Molti si chiedono se il piano Mattei possa avere successo. La domanda è sensata perché, con l’enfasi politica posta, l’Italia gioca parte della propria credibilità internazionale. La risposta potremo averla solo nel prossimo futuro, dato che si è ancora nella fase iniziale. Si conoscono le grandi linee che ne esprimono il significato e le intenzioni (“una pagina nuova nella storia delle nostre relazioni, una cooperazione da pari a pari, lontana da qualsiasi tentazione predatoria”); è stata costituita la Cabina di regia che dovrebbe definire le linee di indirizzo e predisporre le “piattaforme programmatiche condivise” con gli Stati partner; si conoscono i fondi inizialmente allocati, basati sugli stanziamenti già finalizzati alla cooperazione allo sviluppo e agli impegni internazionali per il clima; si stanno avviando i progetti concordati con nove paesi africani nei settori istruzione-formazione, salute, agricoltura, acqua, energia.
Non si intravede ancora alcuna strategia complessiva che possa chiarire, rispetto alla cooperazione dell’Italia degli ultimi decenni, cosa si intenda per cooperazione da pari a pari, non predatoria. Il punto non è neutro perché definisce la qualità del partenariato. Che può attuarsi in un cammino condiviso di crescita e progresso nel reciproco interesse e beneficio e nell’affermazione dello stato di diritto e della pari dignità umana, sociale e politica; oppure in uno mero scambio tra “nazioni che lavorano insieme per crescere insieme, per avere entrambe benefici”. C’è da supporre – e sperare – che trattandosi di “una pagina nuova” sia la prima ipotesi a qualificare il Piano.
La vera novità sta comunque – e non è poco – nella risoluta decisione governativa di uno speciale partenariato con il continente che confina con l’Italia e l’Europa attraverso il condiviso Mediterraneo e nell’invito all’Ue e alle istituzioni internazionali ad assumere altrettanta determinazione. Di fronte alle nuove dinamiche mondiali i singoli Stati europei sono destinati a perdere progressivamente peso politico ed economico se non sapranno superare la visione intergovernativa per puntare all’Unione federale con un ben diverso peso politico ed economico e valori condivisi. Che troverebbe nuova credibilità anche nei rapporti con l’Africa che sta guardando ad altri continenti mentre l’Italia e l’Europa stanno scoprendo di averne bisogno, e non solo per la transizione energetica, come e forse più di quanto l’Africa avrà bisogno dell’Europa nei prossimi decenni.

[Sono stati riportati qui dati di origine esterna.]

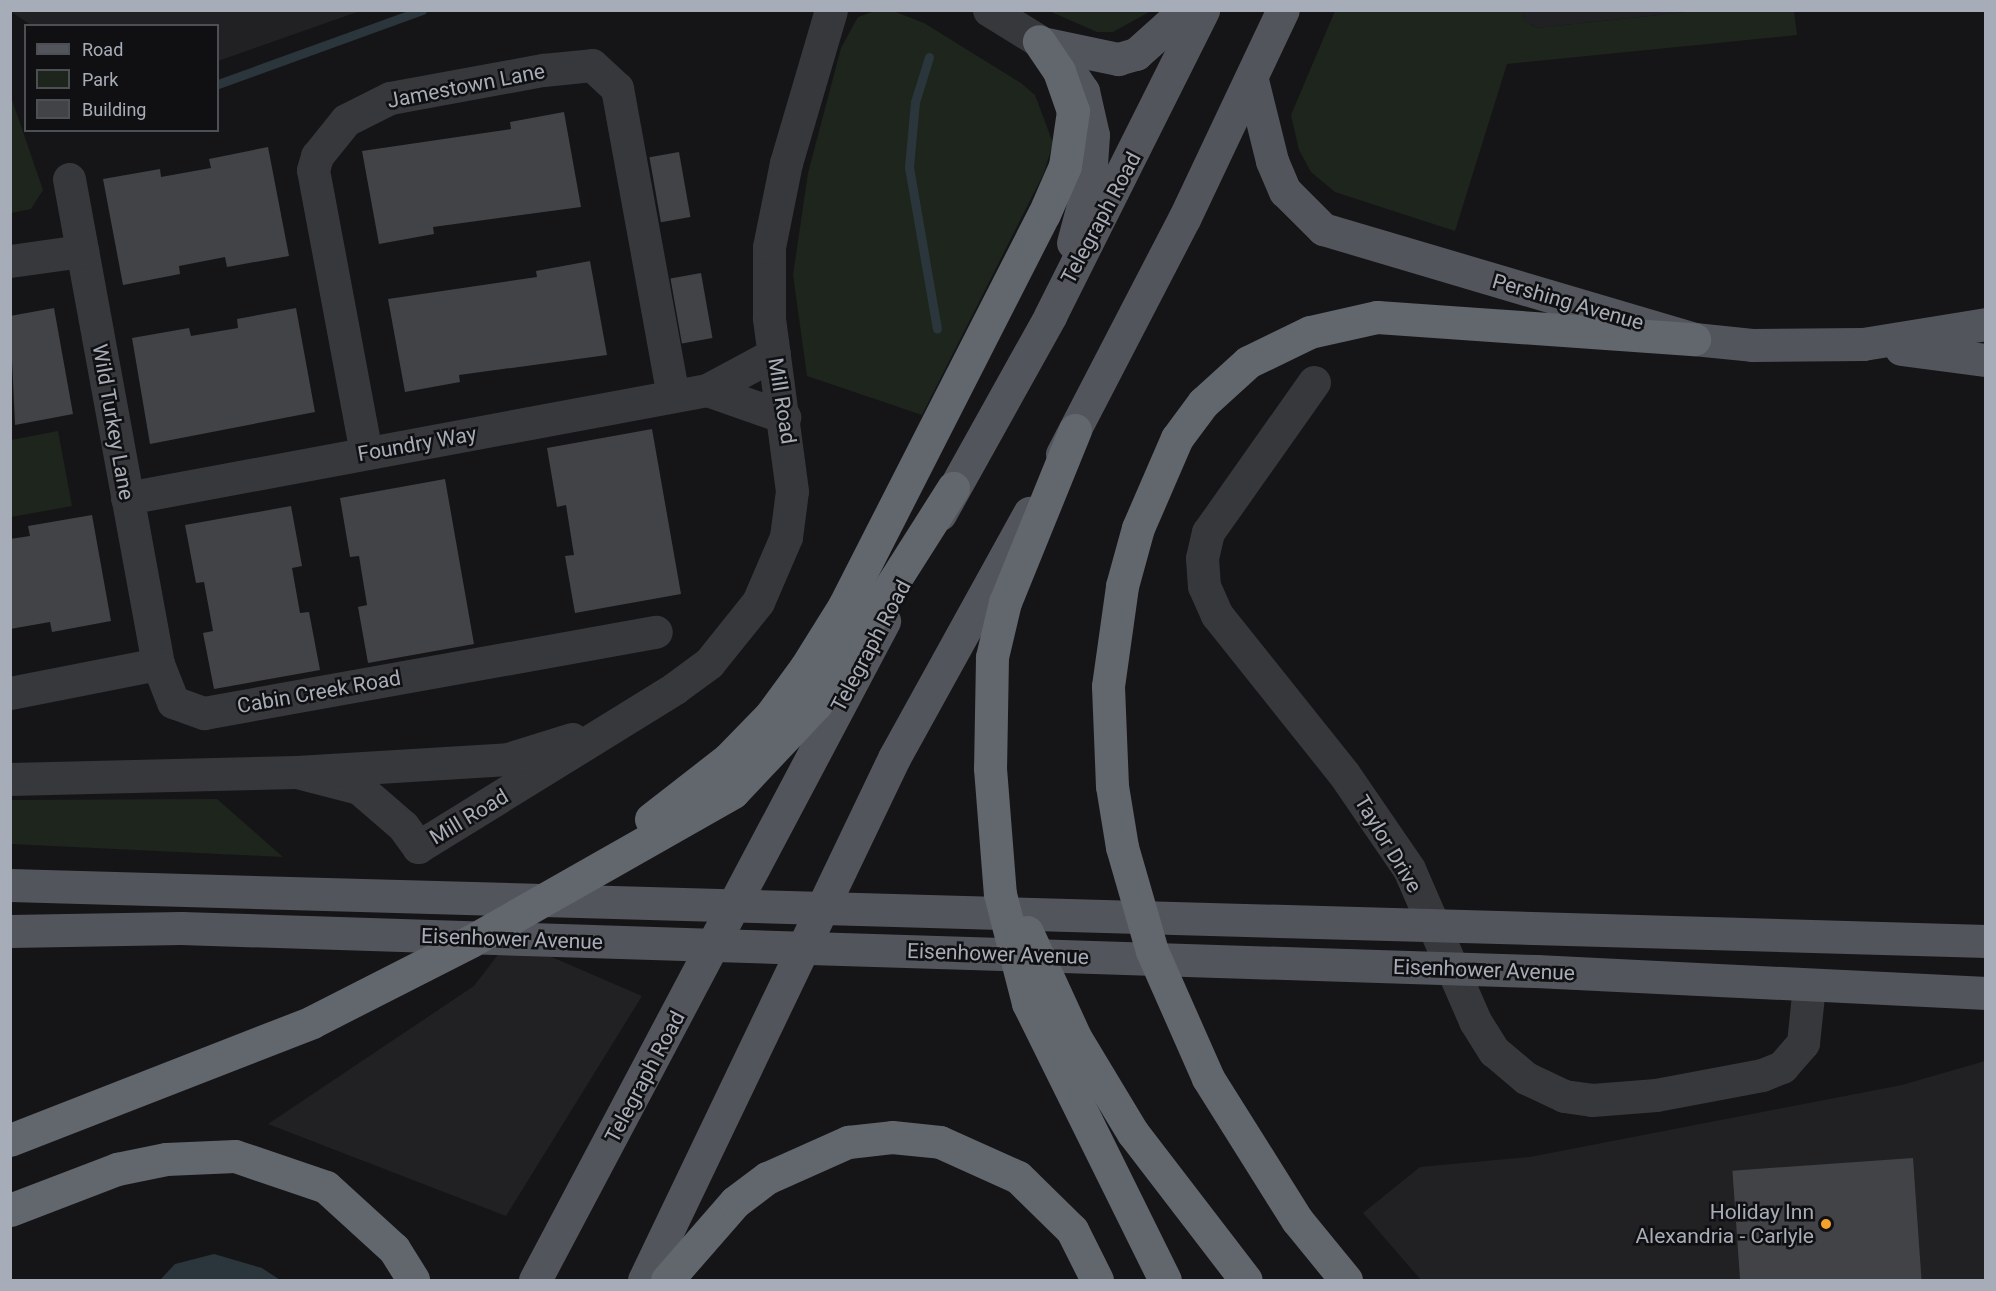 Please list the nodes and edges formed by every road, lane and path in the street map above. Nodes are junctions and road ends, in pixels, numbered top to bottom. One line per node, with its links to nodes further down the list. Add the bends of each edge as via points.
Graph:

Il reciproco interesse è ampio. Da un lato, secondo stime Onu, nel 2050 la popolazione subsahariana sarà cresciuta di oltre 900 milioni e raggiungerà i 2,1 miliardi con un’età media intorno ai 20 anni, mentre nello stesso periodo l’Europa e l’Italia vivranno un preoccupante declino demografico. Saranno quindi necessari centinaia di migliaia di lavoratori, molti dei quali arriveranno dall’Africa attraverso ingressi concordati, finalmente consapevoli che la più efficace lotta al traffico di esseri umani è rappresentata dagli ingressi legali. Dall’altro lato, la crescita demografica africana reclamerà diffusa formazione e creazione di posti di lavoro dignitosi e di infrastrutture diffuse. Si tratta di un partenariato che richiederà il coinvolgimento delle competenze del sistema Italia: università, imprese, enti della società civile, enti territoriali, ong di cooperazione allo sviluppo, organizzazioni delle diaspore africane che rappresentano un ponte di dialogo privilegiato.
Un sistema di competenze che dovrà sapersi integrare, in un partenariato di medio-lungo periodo, con le necessità e aspettative di un continente in rapido cambiamento. Lo richiede la complessità dei temi connessi all’attuazione del Piano, quali la sicurezza energetica, le fonti di approvvigionamento nel processo di transizione, le energie rinnovabili, le materie prime critiche; l’immigrazione e la mobilità umana, da governare con intelligenza, giustizia e umanità come realtà strutturale permanente; la crescita demografica e giovanile africana e il parallelo inesorabile declino demografico e invecchiamento europeo; le regole del gioco, compresi quei meccanismi del commercio internazionale e della finanza speculativa che generano crescenti squilibri, sopraffazioni e sofferenze; l’indifferibile riduzione del peso del debito.
Il successo del Piano richiederà la massima coerenza e lo sguardo largo e lontano, senza limitarsi all’interesse immediato, troppo spesso miope e poco sostenibile.